The original film focused on Derek Zoolander (Ben Stiller), winner of “Male Model of the Year” for three consecutive years and loser in nearly every other way. He rose to fame with signature looks like “Blue Steel” and “Magnum.” A younger, cooler model named Hansel (Owen Wilson) dethrones Derek as “Male Model of the Year.” And the rest of the film is about Derek trying to find himself, until he gets brainwashed when he decides to reestablish his identity as a male model. But it has a happy ending with Derek marrying his love interest and having a child, Derek Junior.
Zoolander was an irreverent satire full of dumb jokes and ridiculous gags. But its real selling point was the complimentary idiocy between Zoolander and Hansel. The combo returns in Zoolander 2, but it’s stumbling on the runway this time.
The plot is two-dimensional with another nefarious scheme by fashion villains: A-List celebrities are being murdered for reasons beyond comprehension. But one man might have an answer, a man now known by the alias “Eric Twolander.” And after a CGI news montage similar to a CSI transition attempts to explain all that happened since the original 2001 film, everything makes sense — at least, as much sense as this film can make.
While the plot is predictable, there are some moments of delightful surprise. Though half of the good jokes in the film reference the original, the references rarely feel exhaustive or cheap. If anything, the references define the film as a parody of both the original and even itself. This parody becomes fully realized near the end when Mugatu (Will Ferrell) delivers a brief monologue.
In the original Zoolander, Mugatu had a short moment at the height of climax where he revealed his true nature as the villain. What Mugatu had to say then was entirely relevant to the plot and seemed like a true emotional breakdown. However, Mugatu’s brief monologue in Zoolander 2 is a deliberate reference to the original and an overt attack on the film itself with only necessary relevance to the plot. But it works for the sake of itself, and that’s how most of the movie goes.
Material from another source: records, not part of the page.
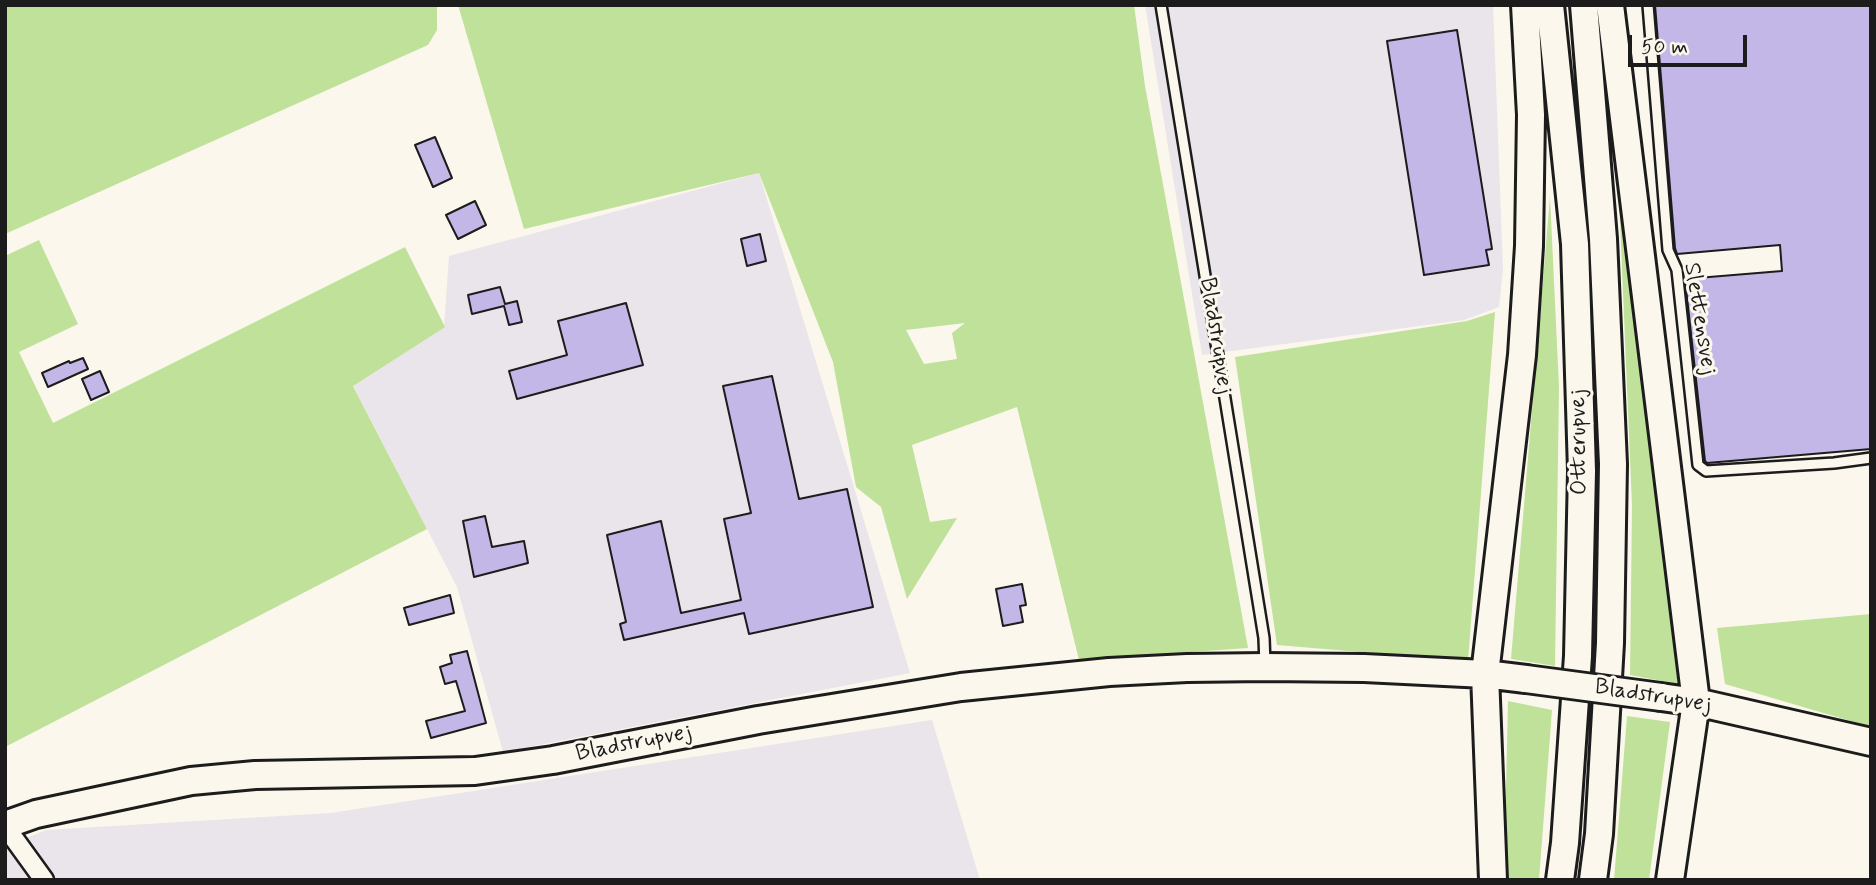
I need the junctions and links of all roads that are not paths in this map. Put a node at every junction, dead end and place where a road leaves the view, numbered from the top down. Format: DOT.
graph roads {
  1 [pos="1161,5"];
  2 [pos="1525,5"];
  3 [pos="1550,5"];
  4 [pos="1584,5"];
  5 [pos="1610,5"];
  6 [pos="1648,5"];
  7 [pos="1871,458"];
  8 [pos="1265,667"];
  9 [pos="1485,674"];
  10 [pos="1696,702"];
  11 [pos="1871,742"];
  12 [pos="5,826"];
  13 [pos="44,880"];
  14 [pos="1493,880"];
  15 [pos="1560,880"];
  16 [pos="1593,880"];
  17 [pos="1670,880"];
  1 -- 8 [label="lane, Bladstrupvej"];
  2 -- 9 [label="main road"];
  3 -- 15 [label="main road, Otterupvej"];
  4 -- 16 [label="main road, Otterupvej"];
  5 -- 10 [label="main road"];
  6 -- 7 [label="lane, Slettensvej"];
  8 -- 9 [label="main road, Bladstrupvej"];
  8 -- 12 [label="main road, Bladstrupvej"];
  9 -- 10 [label="main road, Bladstrupvej, bridge"];
  9 -- 14 [label="main road"];
  10 -- 11 [label="main road, Bladstrupvej"];
  10 -- 17 [label="main road"];
  12 -- 13 [label="street"];
}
The self-satirization of parody offers something clever enough to draw attention away from the neglected plot. But this film was never meant to be about plot in the first place. Zoolander 2 seems to have three intentions: poking fun at modern society, satirizing itself and piggybacking on gimmicks of the original. And it mostly does a good job at these, but there are obviously uncomfortable moments in the film.
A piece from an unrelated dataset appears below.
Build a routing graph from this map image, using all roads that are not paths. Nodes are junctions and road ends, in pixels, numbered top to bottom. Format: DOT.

For starters, Benedict Cumberbatch as a genderqueer supermodel by the name of “All” was a terrible decision. Is being genderqueer a popular thing in the fashion world? If so, maybe this tasteless gag wasn’t so misguided. But if the joke relies entirely on the growing awareness of gender identity in society, then it’s hard to imagine how the relevance of this minor character could ever outweigh its demeaning use.
Other uncomfortable moments of the movie include fat-shaming children and a blatant 9/11 joke that grows into a 9/11 conspiracy joke by the end of the film. Most of the societal satire in this film is really basic stuff people already comment on, and the movie doesn’t comment on it much better.
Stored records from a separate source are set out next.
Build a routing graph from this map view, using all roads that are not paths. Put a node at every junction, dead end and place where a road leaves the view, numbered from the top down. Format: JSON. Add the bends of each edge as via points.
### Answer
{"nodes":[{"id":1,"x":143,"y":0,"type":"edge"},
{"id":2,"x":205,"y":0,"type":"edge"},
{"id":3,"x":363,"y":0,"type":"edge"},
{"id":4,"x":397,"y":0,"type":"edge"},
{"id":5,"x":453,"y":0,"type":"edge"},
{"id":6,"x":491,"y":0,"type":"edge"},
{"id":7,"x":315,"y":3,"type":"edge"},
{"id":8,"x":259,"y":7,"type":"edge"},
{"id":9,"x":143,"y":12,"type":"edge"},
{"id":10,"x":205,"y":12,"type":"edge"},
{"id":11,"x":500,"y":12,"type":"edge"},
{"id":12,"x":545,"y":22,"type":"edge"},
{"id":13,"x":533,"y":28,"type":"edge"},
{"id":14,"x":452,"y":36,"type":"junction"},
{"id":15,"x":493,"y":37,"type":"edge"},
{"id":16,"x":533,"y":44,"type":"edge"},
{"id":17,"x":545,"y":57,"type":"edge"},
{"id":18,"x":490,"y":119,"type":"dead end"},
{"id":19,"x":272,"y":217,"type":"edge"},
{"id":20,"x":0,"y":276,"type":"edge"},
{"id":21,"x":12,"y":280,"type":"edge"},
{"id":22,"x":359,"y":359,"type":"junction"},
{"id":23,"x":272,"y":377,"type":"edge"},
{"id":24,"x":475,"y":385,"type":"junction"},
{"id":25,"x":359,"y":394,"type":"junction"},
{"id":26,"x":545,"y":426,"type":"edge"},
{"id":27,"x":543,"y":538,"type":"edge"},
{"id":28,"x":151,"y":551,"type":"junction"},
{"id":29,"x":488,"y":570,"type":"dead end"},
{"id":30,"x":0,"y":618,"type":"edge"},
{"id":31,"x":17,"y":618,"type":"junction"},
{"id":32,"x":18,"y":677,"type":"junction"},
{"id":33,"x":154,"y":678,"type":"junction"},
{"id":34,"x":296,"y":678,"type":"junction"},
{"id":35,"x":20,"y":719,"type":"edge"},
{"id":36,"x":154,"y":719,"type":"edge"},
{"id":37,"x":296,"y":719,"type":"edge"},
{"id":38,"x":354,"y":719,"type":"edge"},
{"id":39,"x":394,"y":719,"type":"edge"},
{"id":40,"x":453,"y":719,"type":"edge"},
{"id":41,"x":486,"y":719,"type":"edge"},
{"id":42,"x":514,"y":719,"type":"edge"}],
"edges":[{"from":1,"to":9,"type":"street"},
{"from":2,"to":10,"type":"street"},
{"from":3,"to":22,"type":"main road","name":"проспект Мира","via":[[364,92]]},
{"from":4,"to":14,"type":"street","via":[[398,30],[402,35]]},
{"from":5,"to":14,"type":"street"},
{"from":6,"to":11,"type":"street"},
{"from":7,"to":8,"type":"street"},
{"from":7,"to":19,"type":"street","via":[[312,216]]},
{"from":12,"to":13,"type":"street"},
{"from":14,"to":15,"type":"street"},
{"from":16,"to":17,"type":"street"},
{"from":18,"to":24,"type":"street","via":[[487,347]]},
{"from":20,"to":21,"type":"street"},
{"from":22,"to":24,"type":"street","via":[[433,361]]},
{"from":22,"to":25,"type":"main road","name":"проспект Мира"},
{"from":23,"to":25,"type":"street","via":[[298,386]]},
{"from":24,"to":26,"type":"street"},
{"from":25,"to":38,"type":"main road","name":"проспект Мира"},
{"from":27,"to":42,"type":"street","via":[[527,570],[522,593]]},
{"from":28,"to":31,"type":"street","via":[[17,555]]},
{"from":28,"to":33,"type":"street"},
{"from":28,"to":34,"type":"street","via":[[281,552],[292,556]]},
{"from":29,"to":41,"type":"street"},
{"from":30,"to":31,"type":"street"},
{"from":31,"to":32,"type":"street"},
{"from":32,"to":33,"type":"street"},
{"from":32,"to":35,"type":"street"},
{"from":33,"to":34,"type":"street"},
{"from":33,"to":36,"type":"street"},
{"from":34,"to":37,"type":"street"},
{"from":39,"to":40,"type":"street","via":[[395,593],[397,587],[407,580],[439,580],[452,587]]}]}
The barrage of mocking jokes and celebrity cameos removes the bad taste of these uncomfortable moments well enough. But most jokes don’t make much of an impression, and a lot of the cameos are just gimmicks for cheap laughs. Remove these decorations, and all that remains is a clumsy plot that hinges on a melodramatic theme of fatherhood. Truly, Zoolander 2 is about Derek and Derek Junior with a side story about Hansel’s daddy issues.
But as it has already been pointed out, this film was never about plot. Like the original, it’s all about the dumb jokes and ridiculous gags. But unlike the original, the jokes aren’t fresh. They are childish and almost entirely irrelevant to the fashion world.
So while Zoolander 2 is a good follow-up to the original for 2016, it lacks the ingenuity that made the original Zoolander special. It’ll be worth renting for a drunk movie night, but it’s not worth a ticket.